There are two issues, the output index set may be not be injective
(multiple inputs map to the same output) or the output index set may not
be surjective (not every entry of the output vector is hit).

When the output index set is not injective, the scatter is ill-defined
with INSERT_VALUES, but is well-defined with ADD_VALUES.  It is not okay
to disallow such scatters, the transpose of the global-to-local scatter
(_p_DA::gtol) is necessarily this way.

The (forward) scatter is well-defined with INSERT_VALUES if (and only
if) ymax <= 1 after

  VecSet(x,1);
  VecSet(y,0);
  VecScatterBegin(scat,x,y,ADD_VALUES,SCATTER_FORWARD);
  VecScatterEnd(scat,x,y,ADD_VALUES,SCATTER_FORWARD);
  VecMin(y,&ymin);
  VecMax(y,&ymax);

If this is not satisfied, then there is no choice but to use the
implementation

  VecSet(y,0);
  VecScatterBegin(scat,x,y,ADD_VALUES,SCATTER_FORWARD);
  VecScatterEnd(scat,x,y,ADD_VALUES,SCATTER_FORWARD);

If ymin == 0, the index set is not surjective so the scatter is not a
"matrix" unless these entries (the left null space) are set to 0.  In
this case, we could store the indices of the zero entries in y and do
the scatter as

  VecScatterBegin(scat,x,y,INSERT_VALUES,SCATTER_FORWARD);
  VecGetArray(y,&yy);
  for (i=0; i<scat->to_nnullidx; i++) yy[scat->to_nullidx[i]] = 0;
  VecRestoreArray(y,&yy);
  VecScatterEnd(scat,x,y,INSERT_VALUES,SCATTER_FORWARD);

but this will only win if the number of such entries is small compared
to the size of y.  If the number of zero entries is large, then I don't
think we can beat

  VecSet(y,0);
  VecScatterBegin(scat,x,y,INSERT_VALUES,SCATTER_FORWARD);
  VecScatterEnd(scat,x,y,INSERT_VALUES,SCATTER_FORWARD);


We can do the same thing for the transpose.

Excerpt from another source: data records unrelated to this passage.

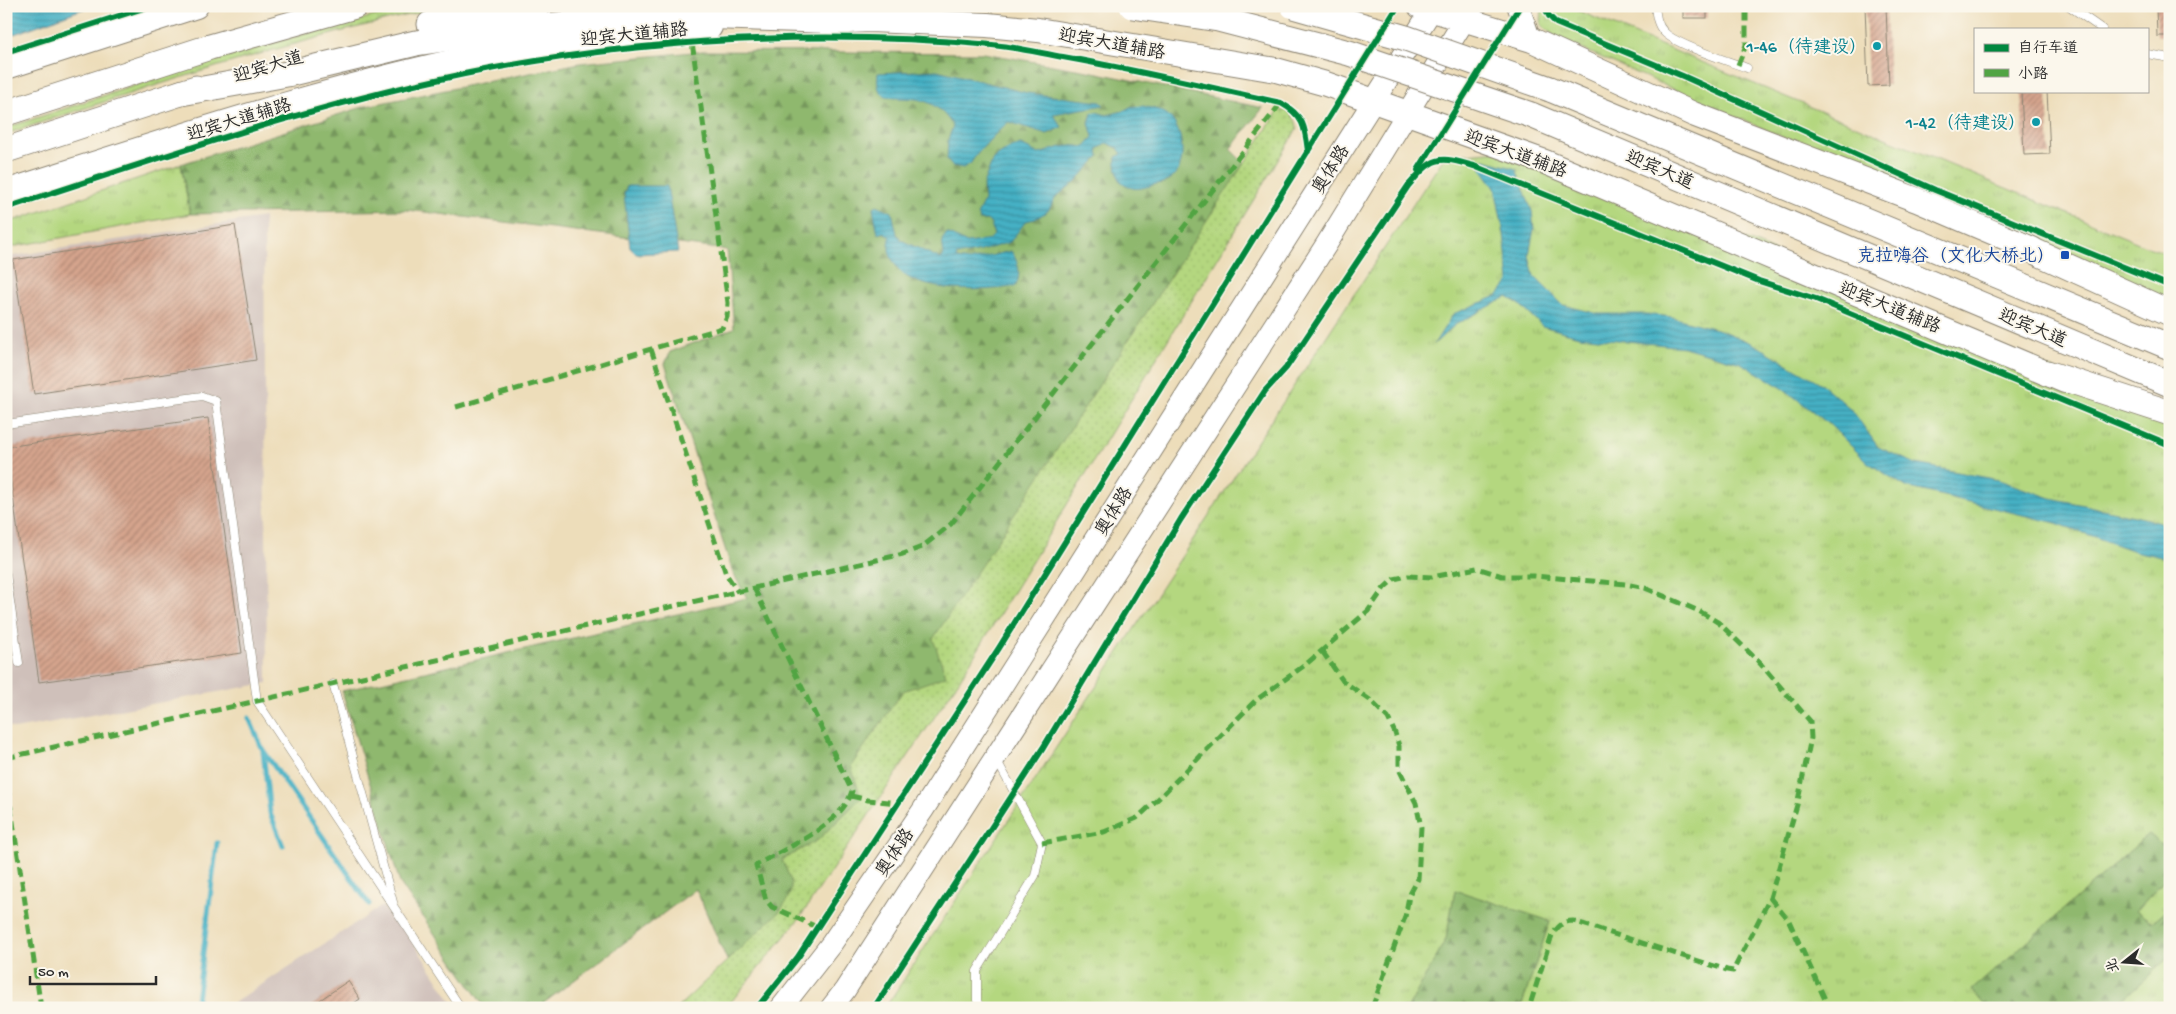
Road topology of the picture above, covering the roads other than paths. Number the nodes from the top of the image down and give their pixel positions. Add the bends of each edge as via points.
1 (196, 6) edge
2 (304, 6) edge
3 (355, 6) edge
4 (537, 6) edge
5 (1132, 6) edge
6 (1294, 6) edge
7 (1518, 6) edge
8 (1655, 6) edge
9 (2069, 6) edge
10 (1429, 7) edge
11 (1469, 13) edge
12 (846, 21) junction
13 (2101, 28) edge
14 (1530, 39) junction
15 (2148, 54) edge
16 (2170, 58) edge
17 (6, 67) edge
18 (1747, 68) dead end
19 (180, 93) junction
20 (1374, 101) junction
21 (6, 113) edge
22 (1406, 113) junction
23 (6, 150) edge
24 (6, 192) edge
25 (2014, 242) junction
26 (2170, 300) edge
27 (2170, 313) edge
28 (2170, 347) edge
29 (2048, 373) junction
30 (2170, 384) edge
31 (2170, 413) edge
32 (6, 424) edge
33 (2170, 425) edge
34 (6, 574) edge
35 (19, 663) dead end
36 (333, 684) dead end
37 (995, 757) junction
38 (395, 909) junction
39 (461, 1008) edge
40 (781, 1008) edge
41 (831, 1008) edge
42 (980, 1008) edge

1 - 17 main road
2 - 21 highway via 93,70
3 - 21 highway, 迎宾大道 via 210,47
4 - 19 highway, 迎宾大道 via 432,24 310,53
5 - 30 highway, 迎宾大道, bridge via 1218,19 1349,53 1531,115
6 - 28 highway, 迎宾大道, bridge via 1406,38 1550,89
7 - 14 main road
8 - 18 lane via 1658,24 1670,36
9 - 13 lane
10 - 11 main road
10 - 20 main road, 奥体路
11 - 14 main road
11 - 22 main road, 奥体路
12 - 19 highway via 699,16 513,29 416,43 287,74
12 - 20 main road, 迎宾大道辅路 via 987,25 1038,30 1276,70
12 - 24 main road, 迎宾大道辅路 via 690,28 509,50 294,101
14 - 25 main road via 1693,114 1917,200
15 - 16 lane
19 - 23 highway, 迎宾大道
20 - 22 main road, 迎宾大道辅路
20 - 40 main road, 奥体路 via 923,810 832,943
22 - 29 main road, 迎宾大道辅路 via 1545,162
22 - 37 main road, 奥体路 via 1322,253
25 - 26 main road
25 - 27 highway
29 - 31 highway
29 - 33 main road, 迎宾大道辅路
32 - 38 lane via 202,396 216,401 257,702
34 - 35 lane
36 - 38 lane
37 - 41 main road, 奥体路
37 - 42 lane via 1042,843 1035,876 977,971
38 - 39 lane

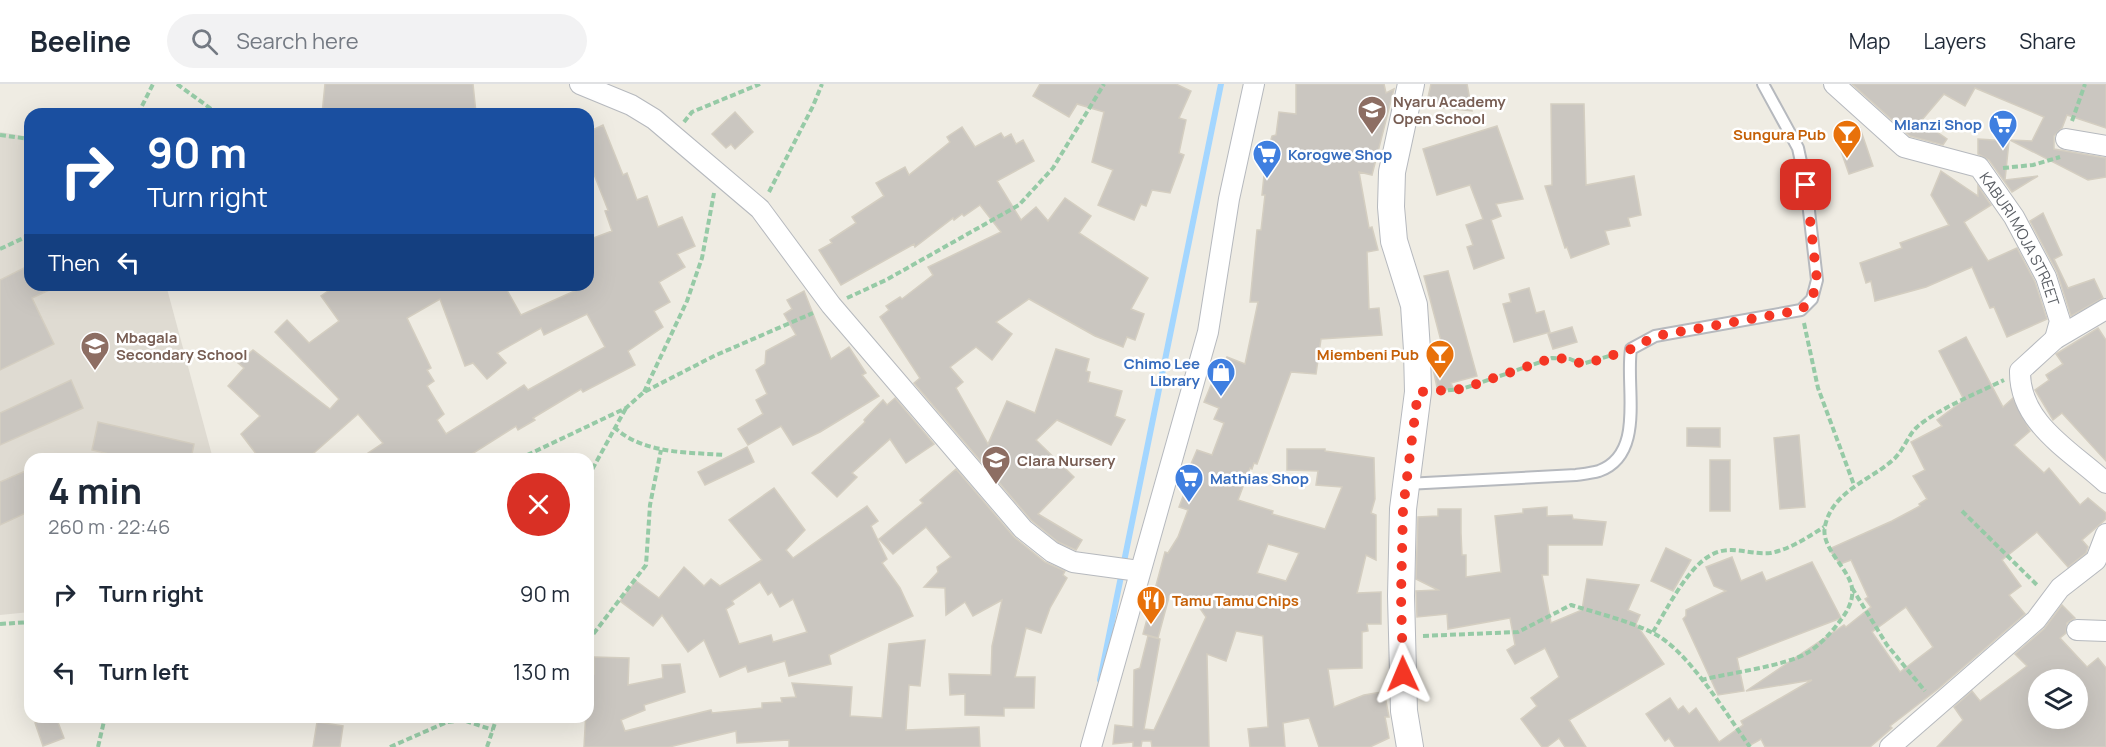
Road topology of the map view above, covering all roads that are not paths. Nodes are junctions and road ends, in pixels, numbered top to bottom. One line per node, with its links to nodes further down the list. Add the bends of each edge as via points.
1 (580, 84): 13 (street, via 631,105 677,137 760,209 831,305 1023,529 1052,552 1073,562)
2 (1254, 84): 13 (street, via 1229,200 1208,332)
3 (1411, 84): 11 (street, via 1392,172 1390,207 1394,241 1414,305 1418,392)
4 (1763, 84): 11 (lane, via 1798,148 1817,280 1812,299 1801,310 1656,336 1631,349 1629,435 1619,457 1600,471)
5 (1834, 84): 9 (street, KABURI MOJA STREET, via 1904,147 1979,167 2014,217 2046,277 2060,321)
6 (2066, 139): 7 (street)
7 (2106, 146)
8 (2106, 309): 9 (street)
9 (2055, 339): 10 (street, via 2020,371 2021,390 2053,440)
10 (2106, 483)
11 (1406, 484): 17 (street, via 1401,596 1404,711)
12 (2106, 534): 18 (street, via 2096,560 2053,596 2030,626)
13 (1139, 571): 16 (street)
14 (2077, 630): 15 (street)
15 (2106, 631)
16 (1091, 747)
17 (1410, 747)
18 (1890, 747)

So the question is, how much should we optimize this operation?  Is it
necessary to provide something like

  typedef enum {VECSCATTER_IS_INJECTIVE,VECSCATTER_IS_SURJECTIVE} VecScatterOption;

  PetscErrorCode VecScatterSetOption(VecScatter,Vec,Vec,ScatterMode,VecScatterOption,PetscTruth);

which would (analogous to ISSetPermutation()) test whether you are
telling the truth when in debug mode and believe you in optimized mode?
This seems excessive since it's fairly unlikely that the cost of the
VecSet(y,0), ADD_VALUES will be significant to applications.  Who is
using MATSCATTER anyway (the type name wasn't set prior to my commit
6d3d60abcf7d so it hasn't worked in a while)?